ミレイユは袖で目元を押さえ、震える声を作っていた。

(そんなこと……言っていない)

私はただ、授業中に落としたペンを拾って渡しただけだ。
その時、無表情だったのは確かだが――
怒ってなどいない。

皇子は困ったように息をついた。

「リディアは……本当に感情が分からないな。
 君を怖がらせるつもりはなかったのだろうが……」

ミレイユは小さく首を振る。

「でも……お姉様、いつも冷たいですもの……」

皇子は沈黙した。

その沈黙が、
私の胸に深く突き刺さった。



私はそっと姿を現した。

「殿下、ミレイユ。
 誤解があるようですが……私は怒っていません」

ミレイユは驚いたふりをして、
ぱっと皇子の背に隠れた。

「ほら……! また怖い顔……!」

皇子は私を見つめ、
少しだけ眉を寄せた。

「リディア……君は本当に、表情が硬い。
 悪気がないのは分かるが……誤解を招く」

誤解。

その言葉が、胸の奥で重く響いた。

「……申し訳ございません」

それしか言えなかった。

ミレイユは皇子の腕にしがみつき、
甘えた声で囁く。

「殿下、わたし……殿下とお話している方が楽しいですわ……」

皇子は優しく微笑んだ。

「そうか。

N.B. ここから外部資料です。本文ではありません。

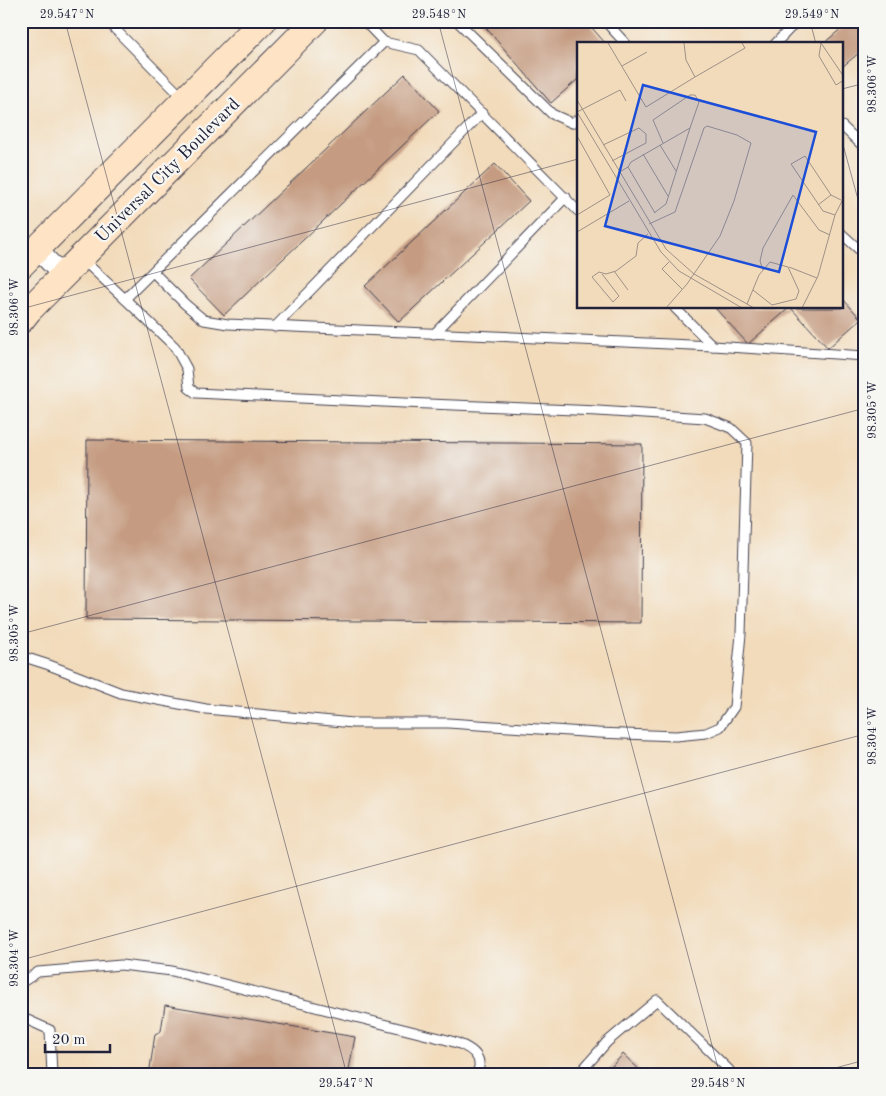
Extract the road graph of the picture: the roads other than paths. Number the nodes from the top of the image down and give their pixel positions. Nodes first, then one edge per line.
1 (107, 21) edge
2 (262, 21) edge
3 (315, 21) edge
4 (364, 21) edge
5 (457, 21) edge
6 (605, 21) edge
7 (797, 21) edge
8 (384, 42) junction
9 (624, 42) edge
10 (777, 42) edge
11 (185, 100) junction
12 (482, 113) junction
13 (577, 119) edge
14 (844, 128) edge
15 (865, 148) edge
16 (566, 197) junction
17 (577, 209) edge
18 (844, 236) edge
19 (865, 256) edge
20 (29, 257) edge
21 (72, 267) junction
22 (153, 272) junction
23 (125, 299) junction
24 (676, 309) edge
25 (21, 320) edge
26 (275, 326) junction
27 (434, 334) junction
28 (713, 346) junction
29 (865, 356) edge
30 (21, 656) edge
31 (21, 983) edge
32 (21, 1017) edge
33 (52, 1075) edge
34 (476, 1075) edge
35 (578, 1075) edge
36 (726, 1075) edge

1 - 11 lane
2 - 11 street, Universal City Boulevard
3 - 21 street, Universal City Boulevard
4 - 8 lane
5 - 13 lane
6 - 9 lane
7 - 10 lane
8 - 12 lane
8 - 22 lane
11 - 20 street, Universal City Boulevard
12 - 16 lane
12 - 26 lane
14 - 15 lane
16 - 17 lane
16 - 27 lane
18 - 19 lane
20 - 21 street
21 - 23 lane
21 - 25 street, Universal City Boulevard
22 - 23 lane
22 - 26 lane
23 - 30 lane
24 - 28 lane
26 - 27 lane
27 - 28 lane
28 - 29 lane
31 - 34 lane
32 - 33 lane
35 - 36 lane

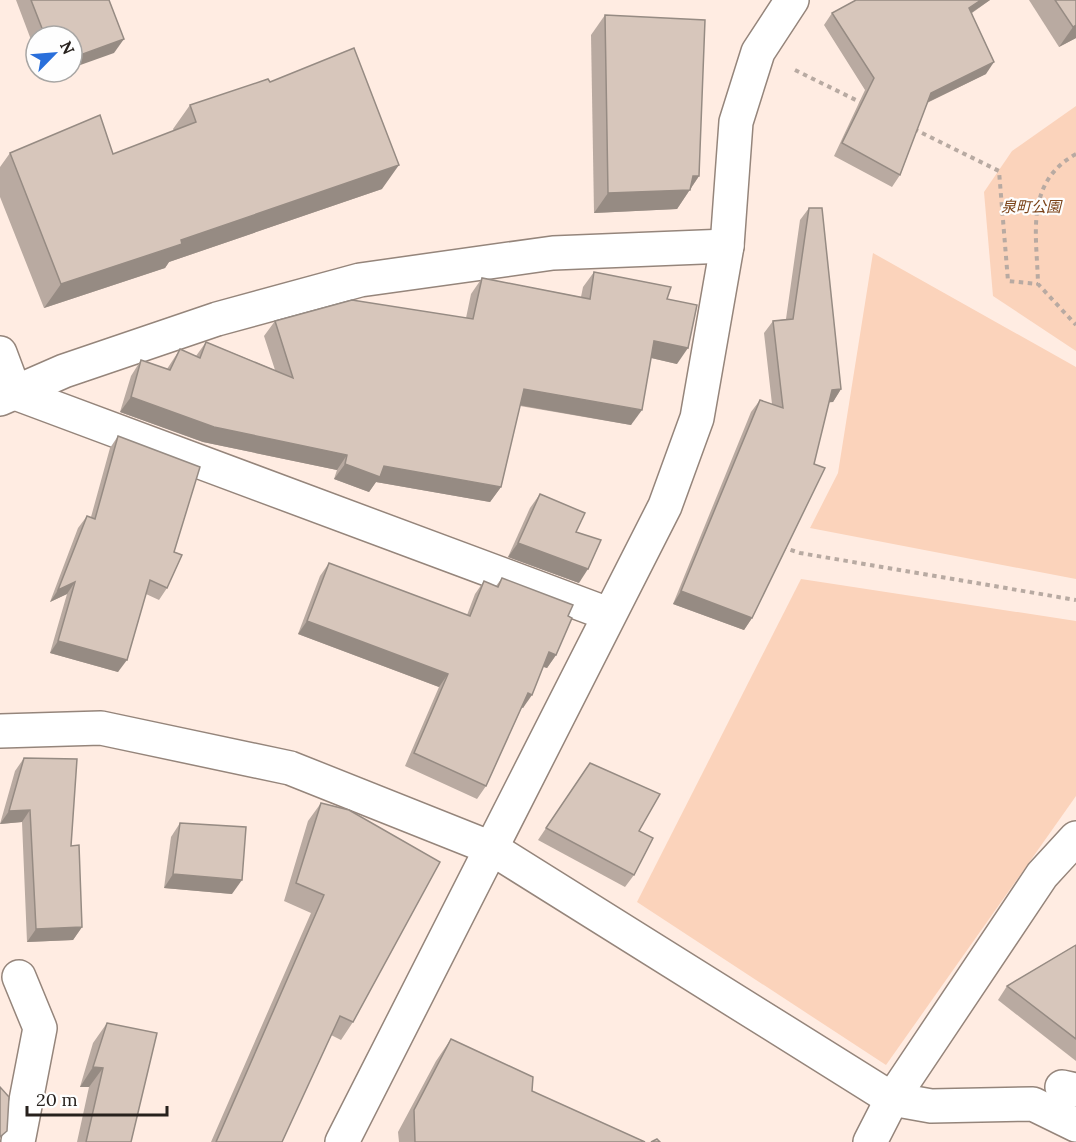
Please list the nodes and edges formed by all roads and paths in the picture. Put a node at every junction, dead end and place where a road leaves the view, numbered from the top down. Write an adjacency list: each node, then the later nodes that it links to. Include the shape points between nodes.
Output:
1 (792, 0): 2 (street)
2 (758, 52): 3 (path); 6 (street, via 736,122)
3 (873, 109)
4 (905, 124): 7 (path, via 999,171 1008,281)
5 (1076, 154): 7 (path, via 1046,181 1036,205)
6 (727, 246): 10 (street, via 553,254 360,280 217,319 64,371); 13 (street, via 698,418 665,506)
7 (1038, 284): 8 (path)
8 (1076, 325)
9 (0, 353): 10 (street)
10 (7, 396): 13 (street)
11 (778, 545): 12 (path, via 800,553)
12 (1076, 600)
13 (609, 614): 16 (street)
14 (0, 732): 16 (street, via 101,728 290,768)
15 (1076, 838): 18 (street, via 1042,875)
16 (491, 848): 18 (street); 21 (street)
17 (19, 977): 20 (street, via 40,1028)
18 (892, 1099): 19 (street, via 931,1106 1033,1104); 22 (street)
19 (1076, 1125)
20 (18, 1142)
21 (342, 1142)
22 (870, 1142)

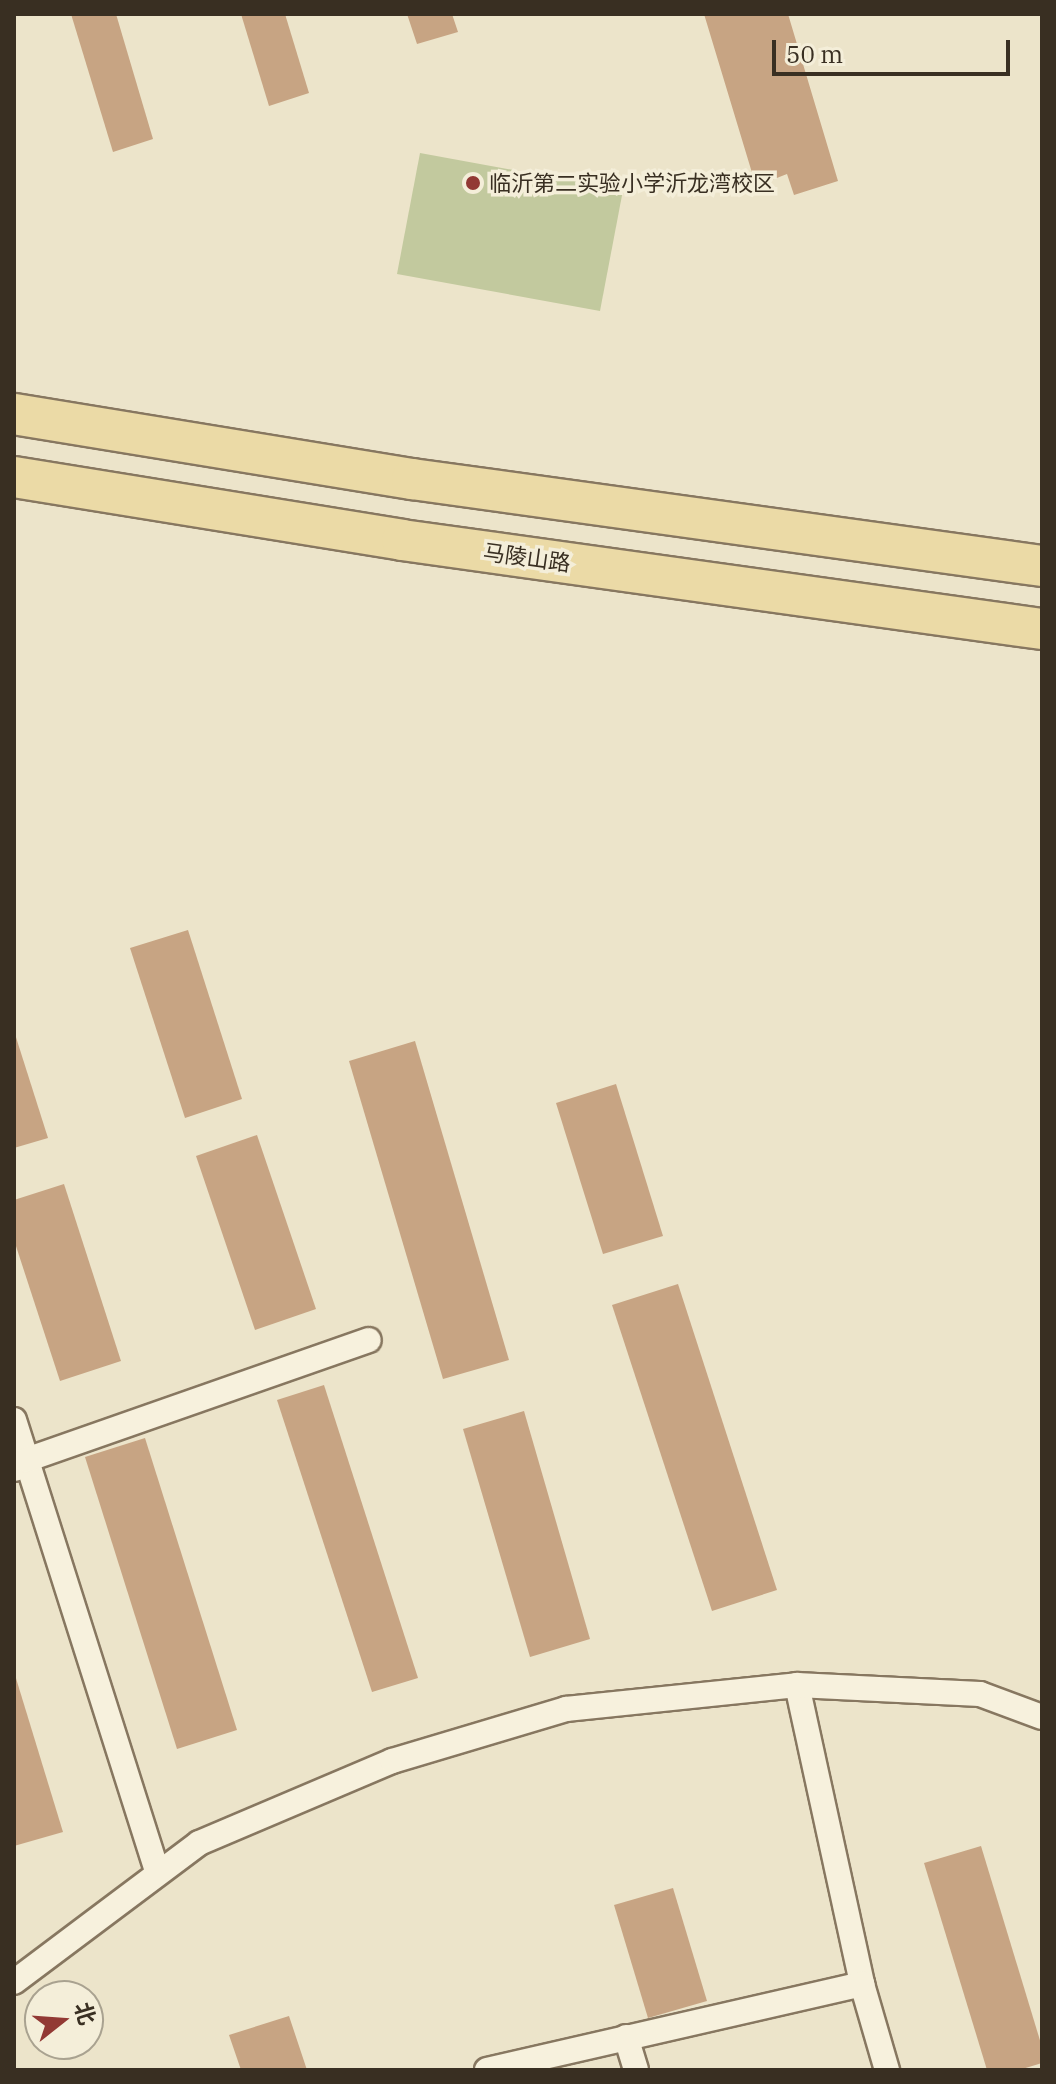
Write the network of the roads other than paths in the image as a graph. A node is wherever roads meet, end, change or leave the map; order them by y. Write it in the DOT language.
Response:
graph roads {
  1 [pos="14,414"];
  2 [pos="14,477"];
  3 [pos="1042,566"];
  4 [pos="1042,629"];
  5 [pos="369,1340"];
  6 [pos="14,1420"];
  7 [pos="20,1465"];
  8 [pos="797,1685"];
  9 [pos="1042,1717"];
  10 [pos="158,1873"];
  11 [pos="14,1982"];
  12 [pos="862,1984"];
  13 [pos="626,2037"];
  14 [pos="487,2070"];
  15 [pos="636,2070"];
  16 [pos="887,2070"];
  1 -- 3 [label="main road"];
  2 -- 4 [label="main road, 马陵山路"];
  5 -- 7 [label="street"];
  6 -- 7 [label="street"];
  7 -- 10 [label="street"];
  8 -- 9 [label="street"];
  8 -- 10 [label="street"];
  8 -- 12 [label="street"];
  10 -- 11 [label="street"];
  12 -- 13 [label="street"];
  12 -- 16 [label="street"];
  13 -- 14 [label="street"];
  13 -- 15 [label="street"];
}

なら、また庭園で話そう」

その光景を見ながら、
私は静かに頭を下げた。

(……私は、必要とされていない)

完璧であるほど、
誰にも見てもらえない。

努力すればするほど、
“冷たい”という烙印だけが深くなる。

胸の奥が、またひとつ崩れた。

それでも私は泣かなかった。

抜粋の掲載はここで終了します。